Combined Blood Pressure and LDL Cholesterol-Lowering Medication Therapy Reduces Harmful Coronary Plaque

Both standard and aggressive treatment provide similar benefit in reducing atherosclerosis

blood pressure, LDL, medication therapy, coronary plaque, SCAI

May 14, 2015 — Combining statins for low-density lipoprotein (LDL) and calcium channel antagonists for blood pressure reduces harmful coronary plaque, according to a study presented at the Society of Cardiovascular Angiography and Interventions (SCAI) 2015 Scientific Sessions in San Diego. The study, presented as a late-breaking clinical trial, found aggressive medication therapy does not provide additional benefit compared to standard cholesterol and blood pressure-lowering therapy.

Recent studies have separately shown aggressive treatment of LDL cholesterol with statins and blood pressure control with calcium channel antagonists can control the progression of, or reduce, coronary atherosclerosis. The MILLION study is the first multicenter study to evaluate both strategies simultaneously.

"Aggressively treating cholesterol and blood pressure levels have separately been shown to benefit patients with heart disease, so our study was designed to evaluate whether combined therapy with aggressive or standard targets for reducing LDL cholesterol and blood pressure would provide additional benefit," said Masa-aki Kawashiri, M.D., associate professor of medicine in the Division of Cardiovascular Medicine at Kanazawa University in Kanazawa, Japan, and a study investigator.

Researchers evaluated treatment in a total of 68 patients, including 33 patients who received standard therapy (focused on achieving LDL levels of 100 mg/dL and blood pressure below 140/90 mmHg) and 35 patients treated with aggressive therapy (focused on reducing LDL to 70 mg/dL and blood pressure to 120/70 mmHg). Prior to the study, all of the patients were treated successfully with percutaneous coronary intervention (PCI), and LDL levels greater than 100 mg/dL and had at least one additional coronary artery blockage in addition to the blockage treated by PCI.

Each patient underwent intravascular ultrasonography (IVUS) to measure vessel and plaque volume. After 18-24 months of treatment with blood pressure and cholesterol-lowering medications, follow-up IVUS was conducted. Patients in both groups reached their target blood pressure and LDL levels at the time of follow-up.

The study found both groups had similar rates of reduction in coronary plaque volume. The standard treatment group saw coronary plaque reduced by 9.37 percent while the aggressive group saw an 8.74 percent decrease, on average. However, patients treated with aggressive medication therapy saw more significant decreases in blood pressure (7.5/9.5 mmHg decrease) and LDL cholesterol (6.1 mg/dL decrease) compared with patients receiving standard treatment.
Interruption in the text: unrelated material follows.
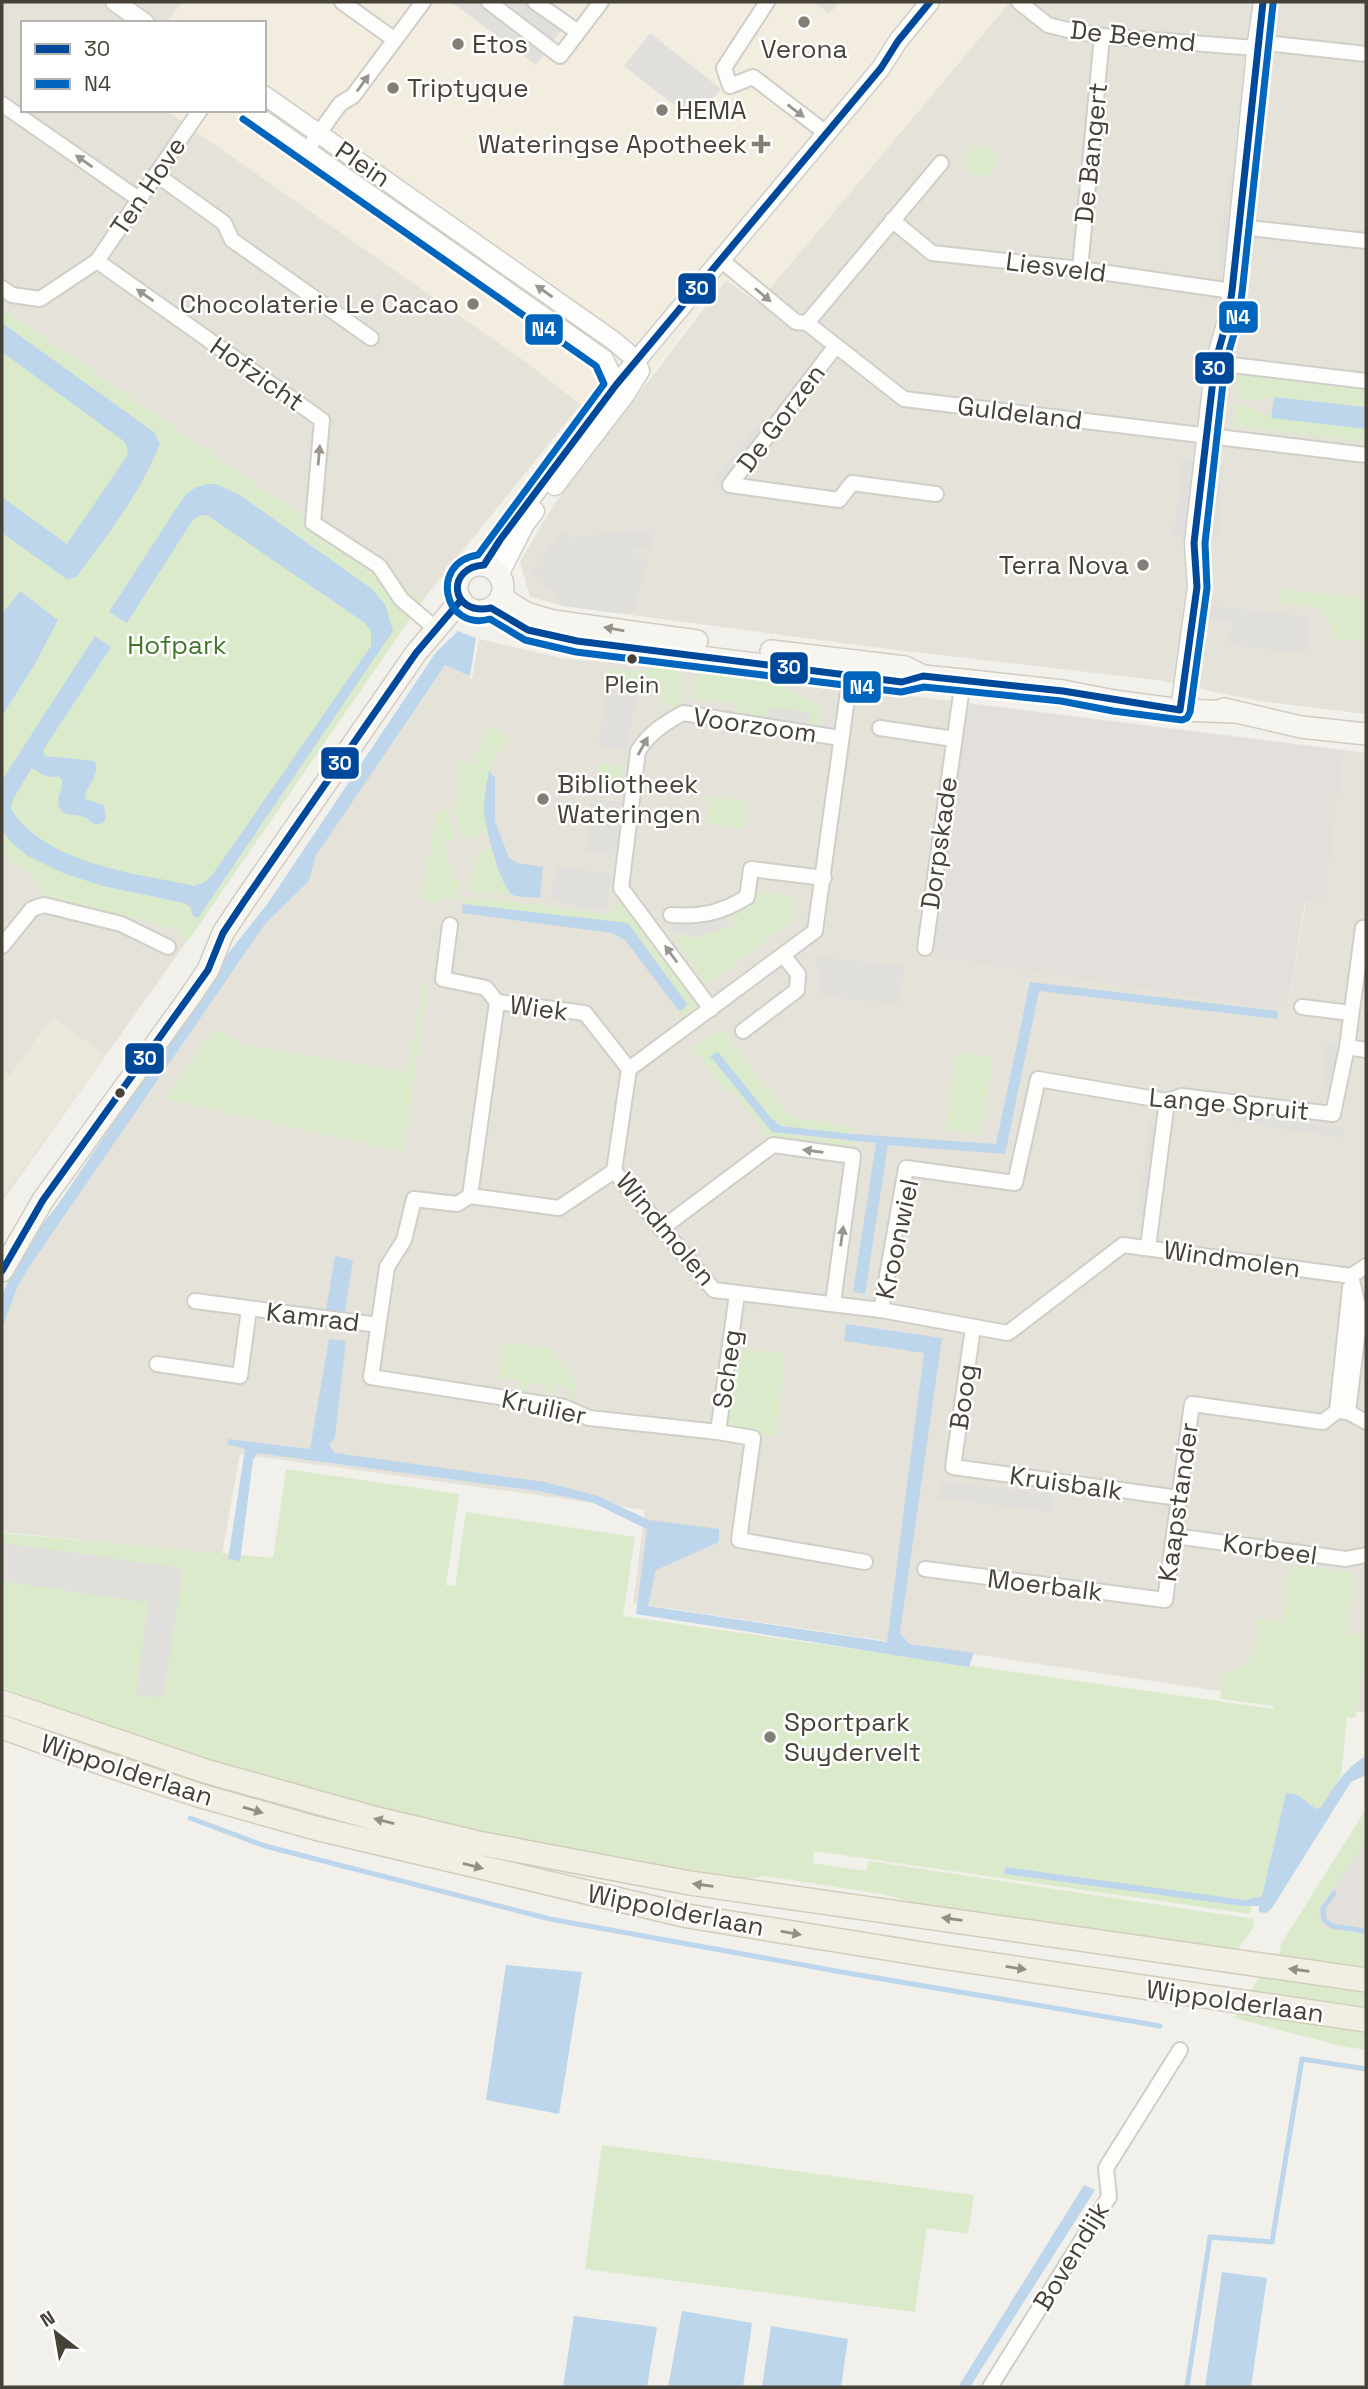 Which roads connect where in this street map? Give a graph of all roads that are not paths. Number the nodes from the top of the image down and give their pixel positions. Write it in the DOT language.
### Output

"Patients benefit from similar levels of coronary plaque volume reduction with the standard therapy as with more aggressive treatment," said Kawashiri. "Aggressive LDL cholesterol and blood pressure medication treatment does not provide additional benefit in reducing atherosclerosis. Combined therapy aimed at standard LDL and blood pressure targets provides similar benefit as more aggressive treatment."

Kawashiri reported their study group received research grants from Pfizer Ltd.